1:01:56 So you can hear from your mic. Been a long time. You mentioned that it was a 15 feet, maybe wide enough. Do you recommend wider strips, longer? Is there any kind of preference on when people are putting in those pollinator plots on what that should look like, or does it really make a difference?

1:02:13 Plant as much as you can. That's what I always advocate for. So if you've got, yeah, if you're farming marginal areas on your farm or something, little low areas that normally even think about draining, don't do that. Plant it to pollinator mixes and stuff like that, and back off on your insecticide, using your adjacent acreage to make up the money that you're losing from that marginal piece of ground.

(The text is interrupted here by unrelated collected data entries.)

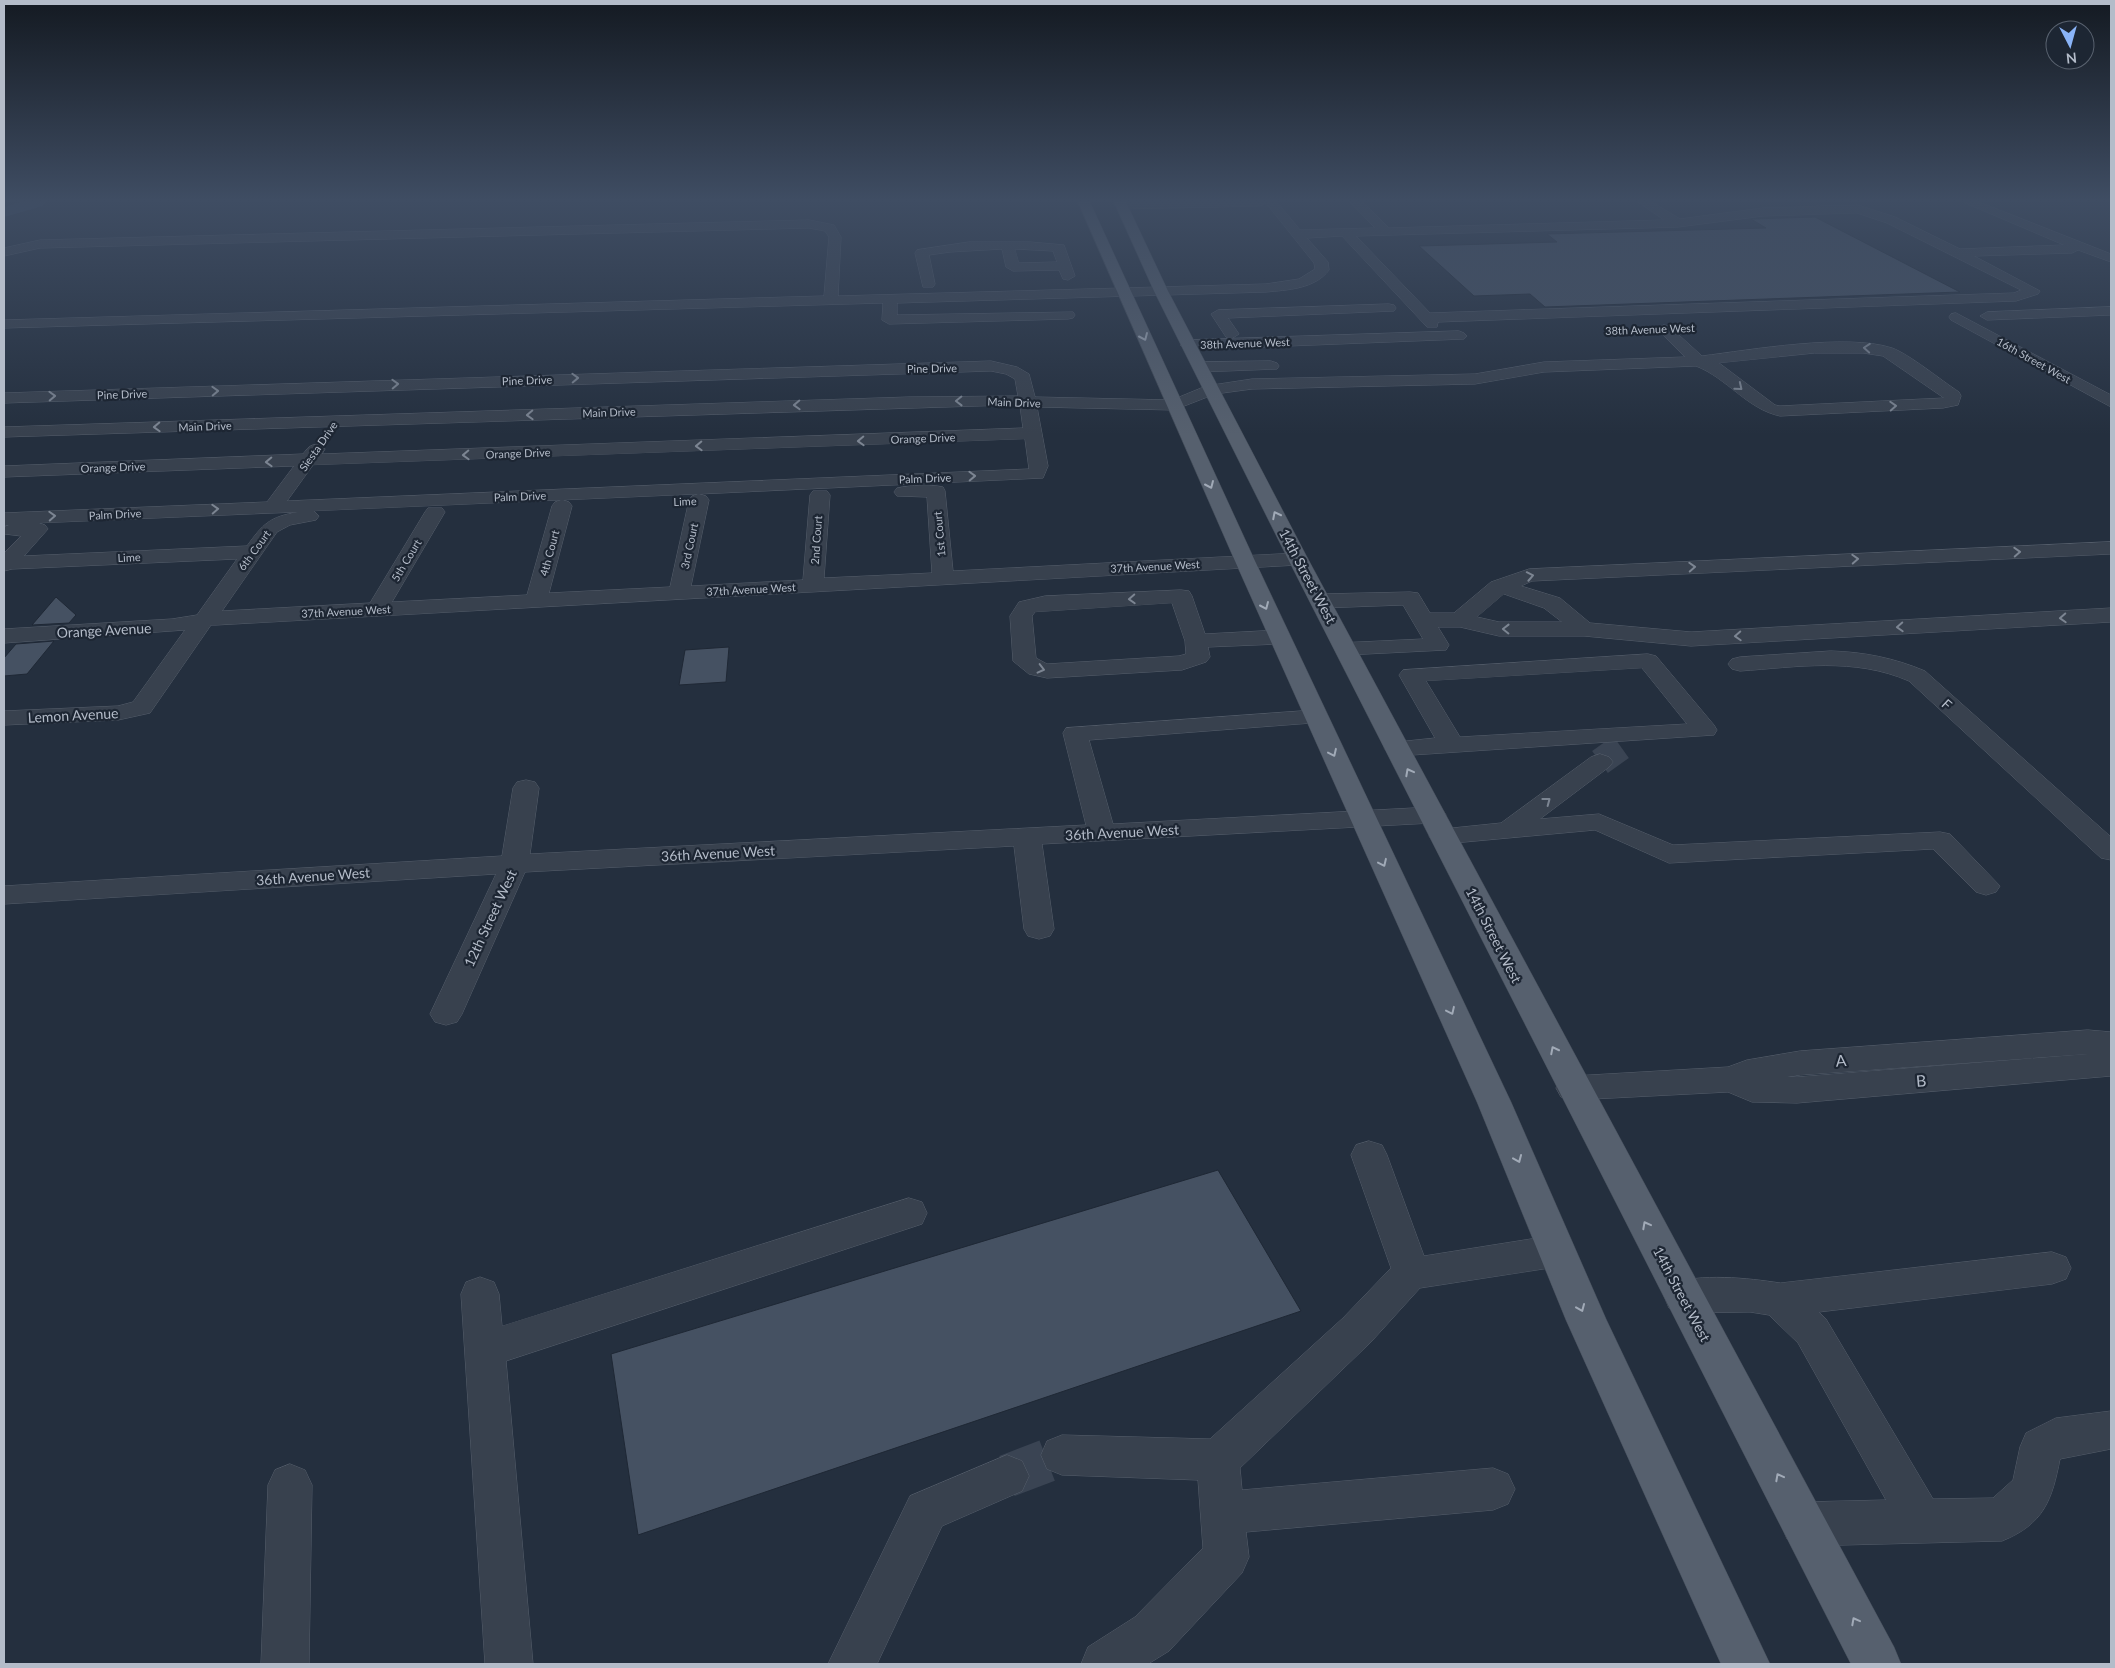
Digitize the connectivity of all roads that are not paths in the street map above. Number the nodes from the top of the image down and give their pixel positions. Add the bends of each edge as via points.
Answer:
1 (832, 280) edge
2 (926, 280) edge
3 (1119, 280) edge
4 (1156, 280) edge
5 (1307, 280) edge
6 (1391, 280) edge
7 (2010, 280) edge
8 (1302, 282) junction
9 (1320, 287) dead end
10 (928, 291) junction
11 (1161, 291) junction
12 (1124, 292) junction
13 (1046, 294) junction
14 (1010, 295) junction
15 (1346, 295) dead end
16 (890, 299) junction
17 (831, 300) junction
18 (1390, 308) junction
19 (2108, 313) edge
20 (1068, 315) dead end
21 (1016, 316) junction
22 (1956, 317) junction
23 (1937, 318) dead end
24 (1430, 321) junction
25 (4, 324) edge
26 (1684, 328) dead end
27 (1664, 329) junction
28 (1645, 330) dead end
29 (1231, 334) dead end
30 (1471, 335) dead end
31 (1442, 336) junction
32 (1188, 345) junction
33 (1750, 355) junction
34 (1698, 361) junction
35 (1904, 362) junction
36 (1288, 365) dead end
37 (1200, 367) junction
38 (362, 386) junction
39 (1212, 389) junction
40 (4, 398) edge
41 (1026, 402) junction
42 (2111, 402) edge
43 (1174, 405) junction
44 (335, 421) junction
45 (4, 432) edge
46 (1032, 433) junction
47 (308, 460) junction
48 (4, 472) edge
49 (936, 491) joint
50 (820, 495) junction
51 (699, 500) junction
52 (562, 506) junction
53 (273, 507) junction
54 (435, 512) junction
55 (4, 519) edge
56 (4, 530) edge
57 (2111, 548) edge
58 (253, 552) junction
59 (1298, 559) junction
60 (1245, 561) junction
61 (5, 564) edge
62 (942, 577) junction
63 (813, 585) junction
64 (1501, 586) junction
65 (679, 593) junction
66 (536, 600) junction
67 (1321, 601) junction
68 (377, 609) junction
69 (2111, 615) edge
70 (204, 620) junction
71 (1423, 620) junction
72 (1460, 620) junction
73 (1584, 629) junction
74 (4, 636) edge
75 (1279, 637) junction
76 (1196, 641) junction
77 (1346, 648) junction
78 (1740, 664) dead end
79 (141, 708) joint
80 (1316, 717) junction
81 (4, 718) edge
82 (1452, 745) junction
83 (1397, 748) junction
84 (1600, 762) tunnel mouth
85 (526, 788) dead end
86 (1363, 819) junction
87 (1438, 825) junction
88 (1508, 830) junction
89 (1102, 833) junction
90 (1027, 837) junction
91 (2111, 852) edge
92 (515, 864) junction
93 (1986, 886) dead end
94 (4, 895) edge
95 (1039, 929) dead end
96 (446, 1014) dead end
97 (2111, 1044) edge
98 (2111, 1064) edge
99 (1733, 1079) junction
100 (1574, 1088) junction
101 (1369, 1155) dead end
102 (909, 1212) dead end
103 (1556, 1251) junction
104 (2052, 1268) dead end
105 (1412, 1274) junction
106 (480, 1294) dead end
107 (1683, 1296) junction
108 (1780, 1300) junction
109 (484, 1350) junction
110 (2111, 1430) edge
111 (1062, 1455) tunnel mouth
112 (1218, 1460) junction
113 (1007, 1476) tunnel mouth
114 (290, 1485) dead end
115 (1493, 1488) dead end
116 (1222, 1512) junction
117 (1922, 1522) junction
118 (1803, 1524) junction
119 (285, 1664) edge
120 (509, 1664) edge
121 (852, 1664) edge
122 (1105, 1664) edge
123 (1746, 1664) edge
124 (1877, 1664) edge

1 - 17 street
2 - 10 street
3 - 12 main road
4 - 11 main road, 14th Street West
5 - 8 street
6 - 24 street
7 - 24 street via 2033,291 2016,297
8 - 9 street
8 - 11 street via 1266,288
10 - 13 street via 1042,281
10 - 14 street
10 - 16 street
11 - 12 street
11 - 32 main road, 14th Street West
12 - 13 street
12 -> 43 main road
13 - 14 street
14 - 21 street
15 - 18 street
16 - 17 street
16 - 21 street via 889,320
17 - 25 street
18 - 24 street
18 - 29 street via 1216,310
19 - 22 street
20 - 21 street
22 - 23 street
22 - 42 street, 16th Street West
24 - 31 street
26 - 27 street, 38th Avenue West
27 - 28 street, 38th Avenue West
27 - 34 street
30 - 31 street, 38th Avenue West
31 - 32 street, 38th Avenue West
32 - 37 main road, 14th Street West
33 - 34 street, Main Drive
33 - 35 street via 1819,364
35 -> 33 street via 1888,352 1864,348 1814,348
34 -> 35 street via 1714,367 1762,406 1780,411 1952,401 1953,396
34 - 39 street, Main Drive via 1544,367 1475,379 1252,384
36 - 37 street
37 - 39 main road, 14th Street West
40 -> 38 street, Pine Drive
38 -> 41 street, Pine Drive via 991,366 1023,377
38 - 44 street, Siesta Drive
39 - 43 street, Main Drive
59 -> 39 main road, 14th Street West
41 - 43 street, Main Drive
41 -> 44 street, Main Drive via 899,402
41 - 46 street
43 -> 60 main road
44 -> 45 street, Main Drive
44 - 47 street, Siesta Drive
46 -> 47 street, Orange Drive
53 -> 46 street, Palm Drive via 1036,474 1039,466
47 -> 48 street, Orange Drive
47 - 53 street, Siesta Drive
49 - 50 street, Lime
49 - 62 street, 1st Court
50 - 51 street, Lime
50 - 63 street, 2nd Court
51 - 52 street, Lime
51 - 65 street, 3rd Court
52 - 54 street, Lime
52 - 66 street, 4th Court
55 -> 53 street, Palm Drive
54 - 58 street, 6th Court via 323,515 285,520 270,528
54 - 68 street, 5th Court
56 - 61 street via 38,529
64 -> 57 street via 1529,575
58 - 61 street, Lime
58 - 70 street, 6th Court
59 - 60 street, 37th Avenue West
59 - 67 main road, 14th Street West
60 - 62 street, 37th Avenue West
60 -> 75 main road
62 - 63 street, 37th Avenue West
63 - 65 street, 37th Avenue West
64 - 72 street
64 - 73 street via 1552,603
65 - 66 street, 37th Avenue West
66 - 68 street, 37th Avenue West
67 - 71 street via 1410,598
67 - 77 main road, 14th Street West
68 - 70 street, 37th Avenue West
69 -> 73 street via 1691,639
70 - 74 street, Orange Avenue via 172,626
70 - 79 street, 6th Court
71 - 72 street
71 - 77 street via 1438,645
73 -> 72 street via 1499,629
75 - 76 street
75 - 80 main road
76 -> 76 street via 1181,596 1045,603 1027,607 1021,616 1025,661 1037,669 1058,671 1182,663 1198,657
77 - 83 main road, 14th Street West
78 - 91 street, F via 1863,658 1902,668 1917,676
79 - 81 street, Lemon Avenue via 118,713
80 -> 86 main road
80 - 89 street via 1075,733
82 - 82 street via 1629,741 1706,730 1648,661 1411,675
82 - 83 street
87 -> 83 main road, 14th Street West
88 -> 84 street
85 - 92 street, 12th Street West
86 - 87 street, 36th Avenue West
86 - 89 street, 36th Avenue West
86 -> 103 main road via 1494,1102
87 - 88 street, 36th Avenue West
100 -> 87 main road, 14th Street West
88 - 93 street, 36th Avenue West via 1599,822 1669,854 1940,840
89 - 90 street, 36th Avenue West
90 - 92 street, 36th Avenue West
90 - 95 street
92 - 94 street, 36th Avenue West
92 - 96 street, 12th Street West
97 - 99 street, A via 2088,1042 1800,1063 1747,1072
98 - 99 street, B via 1797,1090 1752,1089
99 - 100 street, A
107 -> 100 main road, 14th Street West
101 - 105 street
102 - 109 street
103 - 105 street
103 -> 123 main road
104 - 108 street
105 - 112 street
106 - 109 street
107 - 108 street via 1750,1295
118 -> 107 main road, 14th Street West
108 - 117 street via 1812,1331
109 - 120 street
110 - 117 street via 2056,1438 2041,1447 2032,1491 2002,1519
111 - 112 street
112 - 116 street
113 - 121 street via 926,1511
114 - 119 street
115 - 116 street
116 - 122 street via 1226,1557 1152,1634
117 - 118 street
124 -> 118 main road, 14th Street West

1:02:42 Okay, well with that we'll wrap up. Thank you guys so much for the questions, for your time Jonathan. We really appreciate that. It was a fantastic presentation. We did record it, so it will be up on YouTube and on our website here later this week. In the meantime, we've got Keith Thompson and Josh Lloyd next week. We're going to do kind of a farmer panel, so hope to see you guys all next week. And with that Jonathan, do you have any final words for us?

1:03:11 No, no, it's an exciting time. You know, there's a lot of gloom and doom that gets put out there, but it's also a very hopeful time. So be part of the change.

1:03:24 I might just add for anybody who joined after the introduction, we are still planning on having our March 5th and 6th conference in Iola Kansas. We got the indoor cover crop plot planted over the weekend, so we will have green, live growing plants, barring any screw up of mine between now and then. So we'll knock on wood there.